Goals are the most hard to find commodity for a Chelsea side that has scored fewer than Erling Haaland has alone for Manchester City in the English top flight this season. There were no guarantees that Broja was going to get them, but at nearly 6 foot 3 inches tall, the youngster offered a line-leading focal point that was rather thin on the ground at Stamford Bridge. Potter has plenty of forwards to call upon but the likes of Kai Havertz and Pierre-Emerick Aubameyang have looked ill fits at the point of attack as often as not. The former can dovetail ably with midfield and when he hits purple patches he looks to be a radical modern forward, a pivot point for the likes of Raheem Sterling and Mason Mount who can weigh in with key goals. But as often as not, one can watch 15 minutes of a Chelsea game without being able to say with confidence that Havertz is playing.

The same is often true of Aubameyang, who seems to have honed his poaching game to such a fine art that he offers little beyond getting in shooting positions.
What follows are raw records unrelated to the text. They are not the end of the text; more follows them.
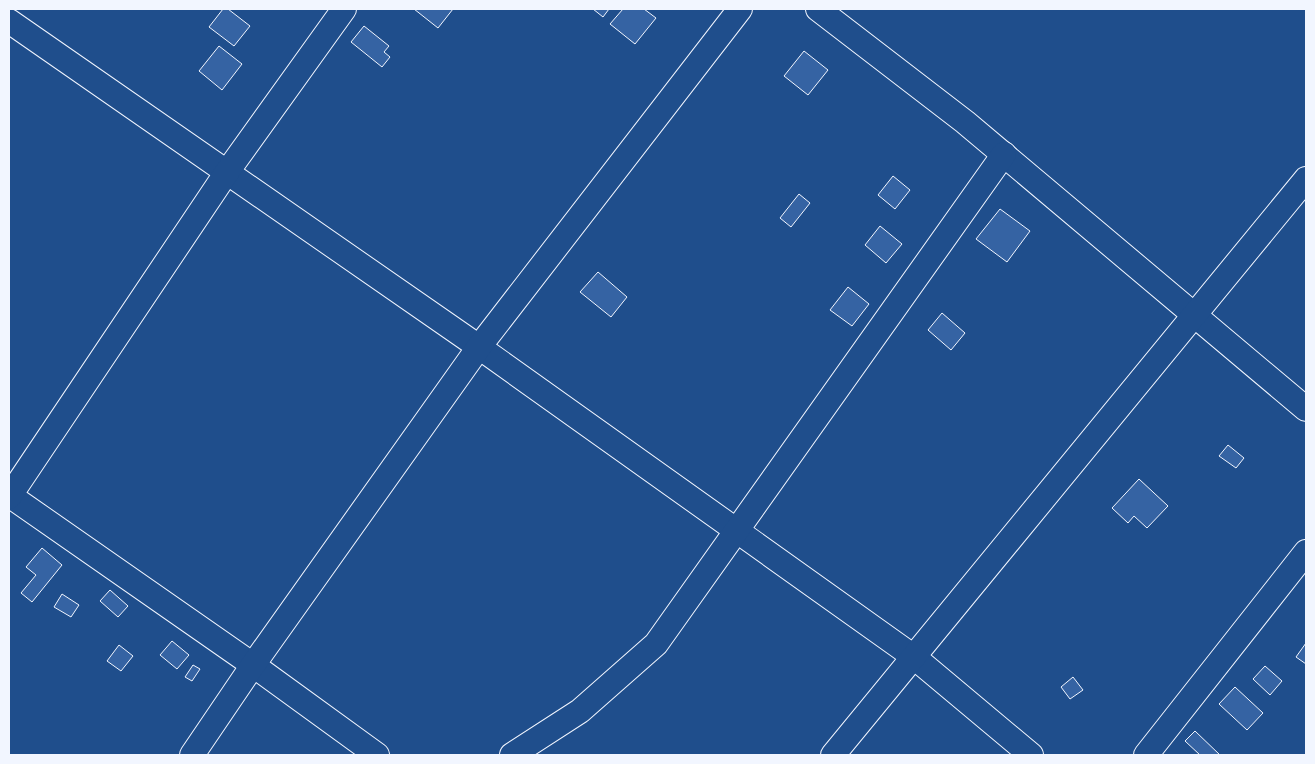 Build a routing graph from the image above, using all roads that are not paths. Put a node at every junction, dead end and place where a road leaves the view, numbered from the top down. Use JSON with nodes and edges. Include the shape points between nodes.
{"nodes":[{"id":1,"x":344,"y":9,"type":"edge"},
{"id":2,"x":740,"y":9,"type":"edge"},
{"id":3,"x":818,"y":9,"type":"edge"},
{"id":4,"x":9,"y":21,"type":"edge"},
{"id":5,"x":1004,"y":154,"type":"junction"},
{"id":6,"x":228,"y":172,"type":"junction"},
{"id":7,"x":1306,"y":178,"type":"edge"},
{"id":8,"x":1195,"y":315,"type":"junction"},
{"id":9,"x":479,"y":347,"type":"junction"},
{"id":10,"x":1306,"y":409,"type":"edge"},
{"id":11,"x":9,"y":496,"type":"edge"},
{"id":12,"x":737,"y":530,"type":"junction"},
{"id":13,"x":1306,"y":552,"type":"edge"},
{"id":14,"x":914,"y":657,"type":"junction"},
{"id":15,"x":253,"y":665,"type":"junction"},
{"id":16,"x":192,"y":755,"type":"edge"},
{"id":17,"x":377,"y":755,"type":"edge"},
{"id":18,"x":512,"y":755,"type":"edge"},
{"id":19,"x":833,"y":755,"type":"edge"},
{"id":20,"x":1031,"y":755,"type":"edge"},
{"id":21,"x":1146,"y":755,"type":"edge"}],
"edges":[{"from":1,"to":6,"type":"street"},
{"from":2,"to":9,"type":"street"},
{"from":3,"to":5,"type":"street"},
{"from":4,"to":6,"type":"street"},
{"from":5,"to":8,"type":"street"},
{"from":5,"to":12,"type":"street"},
{"from":6,"to":9,"type":"street"},
{"from":6,"to":11,"type":"street"},
{"from":7,"to":8,"type":"street"},
{"from":8,"to":10,"type":"street"},
{"from":8,"to":14,"type":"street"},
{"from":9,"to":12,"type":"street"},
{"from":9,"to":15,"type":"street"},
{"from":11,"to":15,"type":"street"},
{"from":12,"to":14,"type":"street"},
{"from":12,"to":18,"type":"street","via":[[656,644],[580,711]]},
{"from":13,"to":21,"type":"street"},
{"from":14,"to":19,"type":"street"},
{"from":14,"to":20,"type":"street"},
{"from":15,"to":16,"type":"street"},
{"from":15,"to":17,"type":"street"}]} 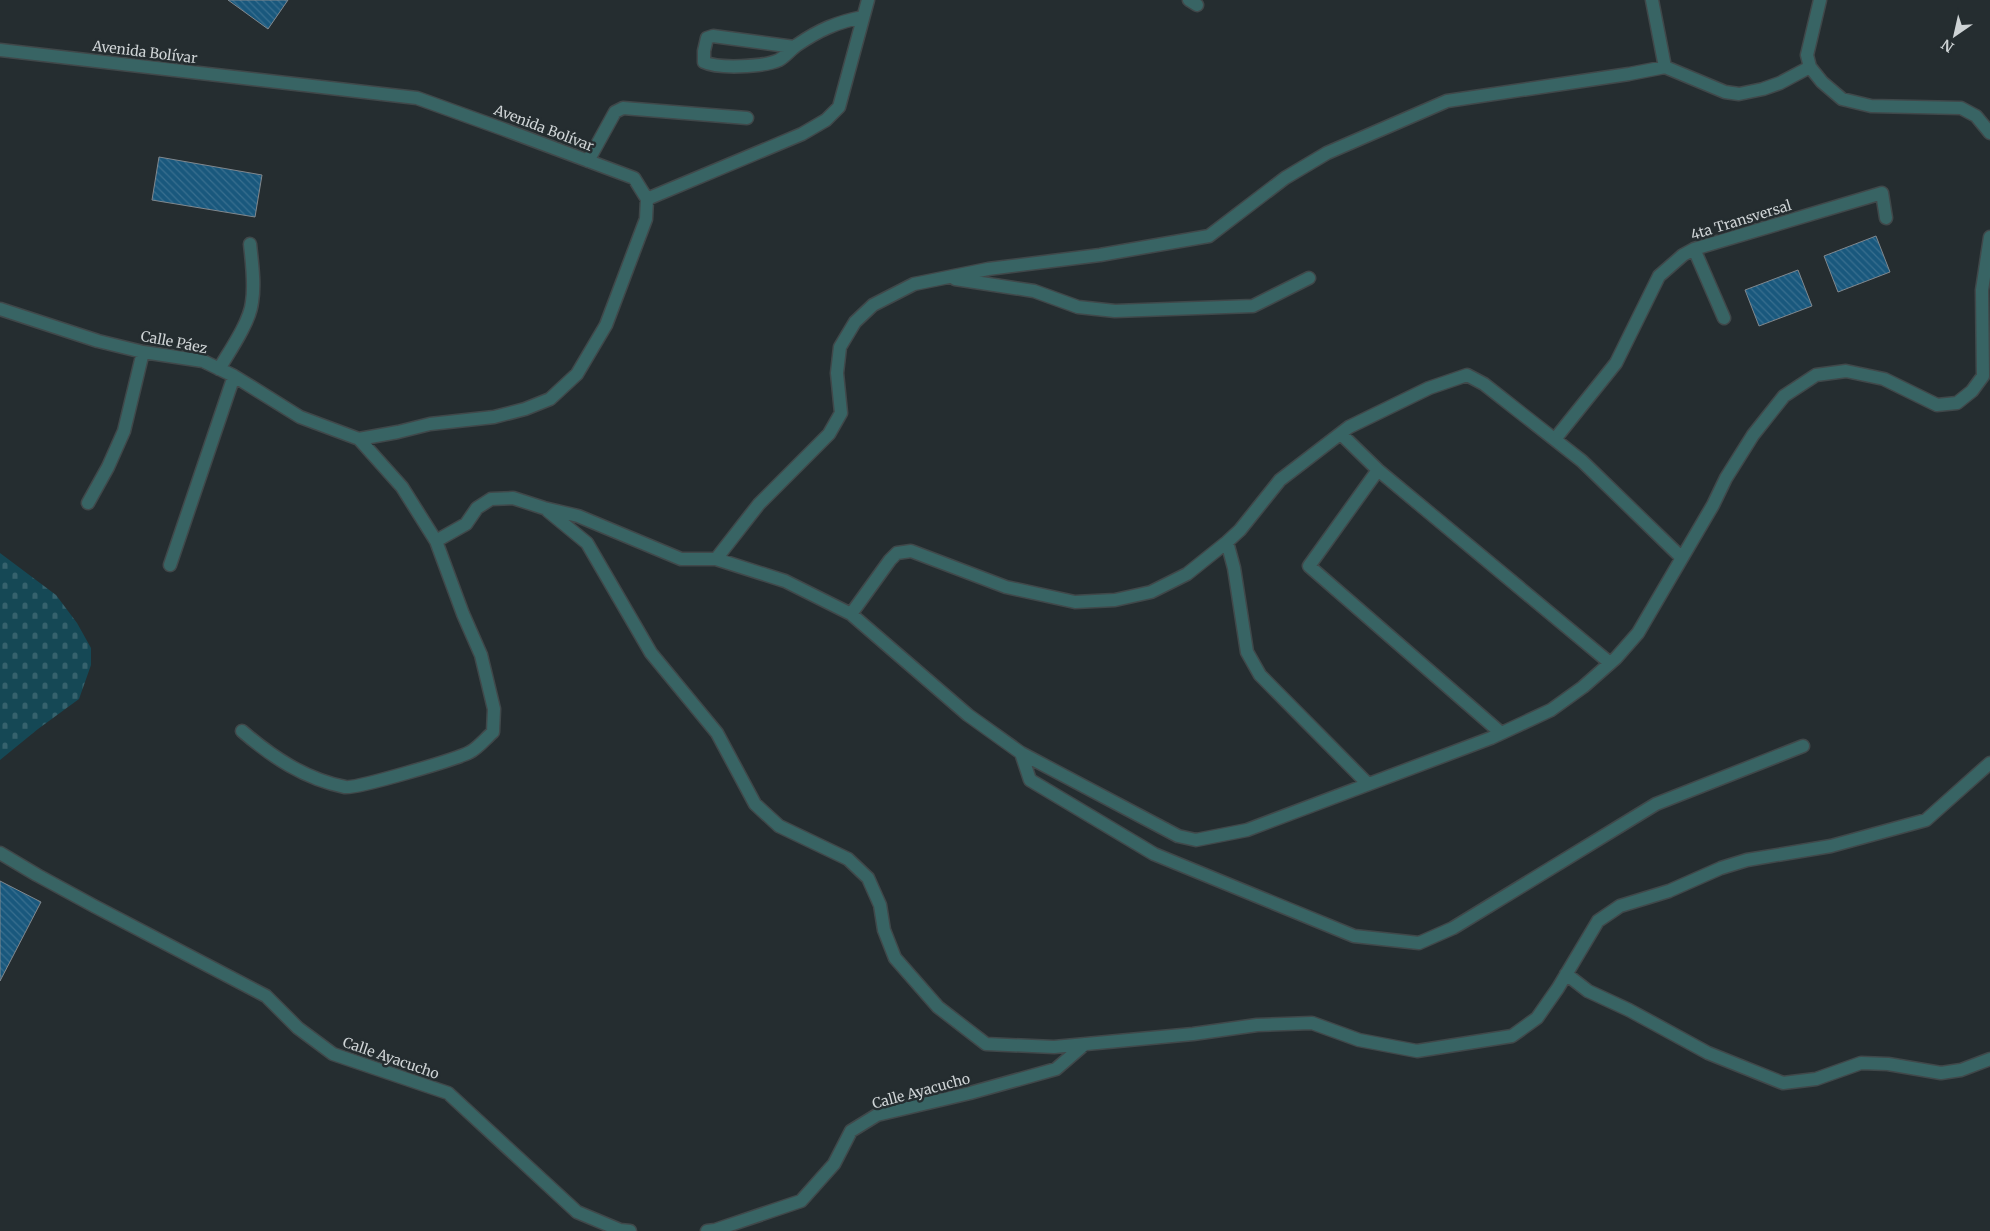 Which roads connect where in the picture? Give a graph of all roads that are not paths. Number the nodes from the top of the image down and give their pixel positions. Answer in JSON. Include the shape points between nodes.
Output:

Potter's tactical approach has often indicated he wants more from his center forwards and his No.9 started just two of Chelsea's last five matches, a near dead rubber against Dinamo Zagreb and a chastening reunion with his former club Arsenal.

With doubts over both these two, the obvious response to Broja's injury would be to bring in a new striker anyway. There are no guarantees that the Albanian is the man for the future at Stamford Bridge, and the Blues' interest in Youssoufa Moukoko and Jonathan David hints they are ready for upgrades at the point of attack. Then there is Christopher Nkunku, a widely coveted player where CBS Sports sources indicate the Blues are at the front of the queue, having already undertaken medical examinations on the RB Leipzig forward. His departure from Germany has long been expected in the summer of 2023 and it seems unlikely the timetable could be accelerated to midseason. And regardless, Nkunku himself suffered an injury on the eve of the World Cup, which would put his immediate fitness in doubt.

Not least of all that is because any marquee forward will want to be playing Champions League football going forward. While Chelsea remains in this season's edition, tor now it is at least a matter of some doubt whether Chelsea can make it that far going forward. The slow start to the season that cost Thomas Tuchel his job and a five game winless run under his successor have the Blues four places and eight points off fourth placed Tottenham, albeit having played 14 games to Spurs' 15. There is time aplenty to make up that game but one of the defining stories of the second half of this bisected English season could be an almighty scrap between as many as six clubs -- Chelsea, Tottenham, Manchester United, Liverpool, Newcastle and even Brighton -- for third and fourth behind Manchester City and Arsenal.

To get a top four spot Chelsea may well need an injection of scoring at just the moment when the injury plague that ravaged their defense seems to have advanced up the field. And yet the midseason break of the first season of the Todd Boehly era hardly seems like an opportune moment to do business. Broja might not have been the answer to Chelsea's goal problems. But as this season wears on it is easy to see Potter and company wondering if the striker they need might have slipped away in a midseason friendly.